La multinationale française du nucléaire, Orano (ex-Areva), discute actuellement de la mise en œuvre de projets communs avec le combinat métallurgique de Navoï en Ouzbékistan.

Les 15 et 17 août derniers, l’Ambassade d’Ouzbékistan en France a annoncé sur son site web qu’une délégation de la multinationale française du nucléaire Orano (ex-Areva), dirigée par le vice-président d’Orano, Gilbert Stein, était en visite de travail à Tachkent, la capitale ouzbèke. Lors de cette visite, l’ambassade ouzbèke a annoncé qu’un accord a été trouvé pour mener des projets communs avec le combinat métallurgique de Navoï, sans apporter plus de détails quant au contenu de l’accord.
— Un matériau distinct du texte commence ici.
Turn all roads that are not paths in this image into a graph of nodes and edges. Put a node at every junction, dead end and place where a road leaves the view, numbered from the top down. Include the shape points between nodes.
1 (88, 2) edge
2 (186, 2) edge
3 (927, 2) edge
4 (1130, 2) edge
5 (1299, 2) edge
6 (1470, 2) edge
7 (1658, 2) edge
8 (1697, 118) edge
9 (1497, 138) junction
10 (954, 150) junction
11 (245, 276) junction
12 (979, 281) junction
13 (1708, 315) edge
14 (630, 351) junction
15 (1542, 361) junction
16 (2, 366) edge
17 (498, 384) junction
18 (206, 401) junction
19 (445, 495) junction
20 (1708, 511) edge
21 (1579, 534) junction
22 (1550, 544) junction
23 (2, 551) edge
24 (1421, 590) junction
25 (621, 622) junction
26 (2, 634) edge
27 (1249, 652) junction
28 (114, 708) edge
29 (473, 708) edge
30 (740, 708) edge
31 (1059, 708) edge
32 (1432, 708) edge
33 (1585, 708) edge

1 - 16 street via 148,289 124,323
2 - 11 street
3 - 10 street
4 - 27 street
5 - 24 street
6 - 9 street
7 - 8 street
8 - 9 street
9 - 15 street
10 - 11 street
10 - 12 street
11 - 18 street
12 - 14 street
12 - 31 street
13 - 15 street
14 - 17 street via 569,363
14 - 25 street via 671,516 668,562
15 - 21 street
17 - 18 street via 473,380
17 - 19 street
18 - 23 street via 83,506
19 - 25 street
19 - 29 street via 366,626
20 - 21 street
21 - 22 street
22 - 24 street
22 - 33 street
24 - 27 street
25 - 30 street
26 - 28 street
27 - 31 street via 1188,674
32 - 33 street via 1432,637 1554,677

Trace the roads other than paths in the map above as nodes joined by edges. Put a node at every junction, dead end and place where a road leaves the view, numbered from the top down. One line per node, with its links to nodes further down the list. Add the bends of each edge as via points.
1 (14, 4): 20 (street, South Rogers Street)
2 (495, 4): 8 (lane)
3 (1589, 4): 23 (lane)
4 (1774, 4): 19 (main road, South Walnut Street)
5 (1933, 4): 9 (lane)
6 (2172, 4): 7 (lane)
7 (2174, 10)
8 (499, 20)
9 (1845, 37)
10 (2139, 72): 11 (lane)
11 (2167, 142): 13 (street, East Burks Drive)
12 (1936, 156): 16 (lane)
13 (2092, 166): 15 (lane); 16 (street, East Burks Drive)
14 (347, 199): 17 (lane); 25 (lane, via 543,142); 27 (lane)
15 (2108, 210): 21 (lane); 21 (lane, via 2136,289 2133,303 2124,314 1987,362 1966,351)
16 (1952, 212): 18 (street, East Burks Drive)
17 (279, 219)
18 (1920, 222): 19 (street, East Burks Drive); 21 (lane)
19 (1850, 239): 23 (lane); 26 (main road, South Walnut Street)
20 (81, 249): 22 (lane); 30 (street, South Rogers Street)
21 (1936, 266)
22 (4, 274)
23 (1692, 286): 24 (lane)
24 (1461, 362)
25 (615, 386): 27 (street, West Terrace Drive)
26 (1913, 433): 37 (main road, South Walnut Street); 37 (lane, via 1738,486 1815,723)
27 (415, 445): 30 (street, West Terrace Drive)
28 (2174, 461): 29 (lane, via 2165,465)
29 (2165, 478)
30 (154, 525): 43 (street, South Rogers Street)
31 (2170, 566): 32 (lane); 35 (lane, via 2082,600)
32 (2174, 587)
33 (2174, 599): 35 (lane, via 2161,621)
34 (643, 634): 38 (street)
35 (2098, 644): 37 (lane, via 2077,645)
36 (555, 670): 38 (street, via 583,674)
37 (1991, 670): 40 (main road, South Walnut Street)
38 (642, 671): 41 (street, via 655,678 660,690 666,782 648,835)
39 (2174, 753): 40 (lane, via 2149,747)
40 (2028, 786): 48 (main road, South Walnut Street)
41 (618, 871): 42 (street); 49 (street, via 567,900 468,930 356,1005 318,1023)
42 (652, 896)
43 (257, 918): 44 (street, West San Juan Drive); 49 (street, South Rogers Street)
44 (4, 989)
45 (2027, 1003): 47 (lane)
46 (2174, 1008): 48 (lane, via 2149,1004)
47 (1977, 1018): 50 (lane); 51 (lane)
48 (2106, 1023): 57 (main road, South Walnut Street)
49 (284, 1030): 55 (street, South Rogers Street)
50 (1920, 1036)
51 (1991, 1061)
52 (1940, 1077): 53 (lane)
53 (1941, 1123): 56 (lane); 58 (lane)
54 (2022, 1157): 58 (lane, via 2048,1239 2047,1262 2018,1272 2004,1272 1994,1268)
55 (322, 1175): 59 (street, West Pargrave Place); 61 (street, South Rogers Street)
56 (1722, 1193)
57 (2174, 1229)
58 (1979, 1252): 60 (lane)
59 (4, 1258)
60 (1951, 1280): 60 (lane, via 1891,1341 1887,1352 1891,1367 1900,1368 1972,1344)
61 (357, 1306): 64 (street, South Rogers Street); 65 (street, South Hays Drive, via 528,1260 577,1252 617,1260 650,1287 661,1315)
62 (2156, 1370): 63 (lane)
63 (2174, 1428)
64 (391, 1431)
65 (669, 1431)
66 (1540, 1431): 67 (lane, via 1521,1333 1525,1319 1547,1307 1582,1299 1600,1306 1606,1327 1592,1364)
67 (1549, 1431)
Le combinat de Navoï est une des plus grandes entreprises de l’Ouzbékistan, majoritairement contrôlé par l’Etat ouzbek.

Contacté par Novastan, Orano a démenti toute signature. « Nous sommes actuellement en discussion et aucun accord n’a été signé », a précisé l’entreprise française.Lors de la visite, la délégation a tenu des réunions au Comité d’État pour les investissement, le Comité d’État pour la géologie et les ressources minérales, l’Agence pour le développement de l’énergie nucléaire et le bureau de Tachkent de l’exploitation minière du combinat métallurgique de Navoï.

Des futurs contrats dans l’extraction d’uranium ?

Ce qui semble intéresser principalement les autorités ouzbèkes est une coopération avec la multinationale française pour faire de la recherche géologique sur le territoire ouzbek, mais également l’exploitation de gisements d’uranium. La prochaine visite du président ouzbek en France, prévue en octobre prochain, pourrait permettre la signature de contrats dans ce domaine.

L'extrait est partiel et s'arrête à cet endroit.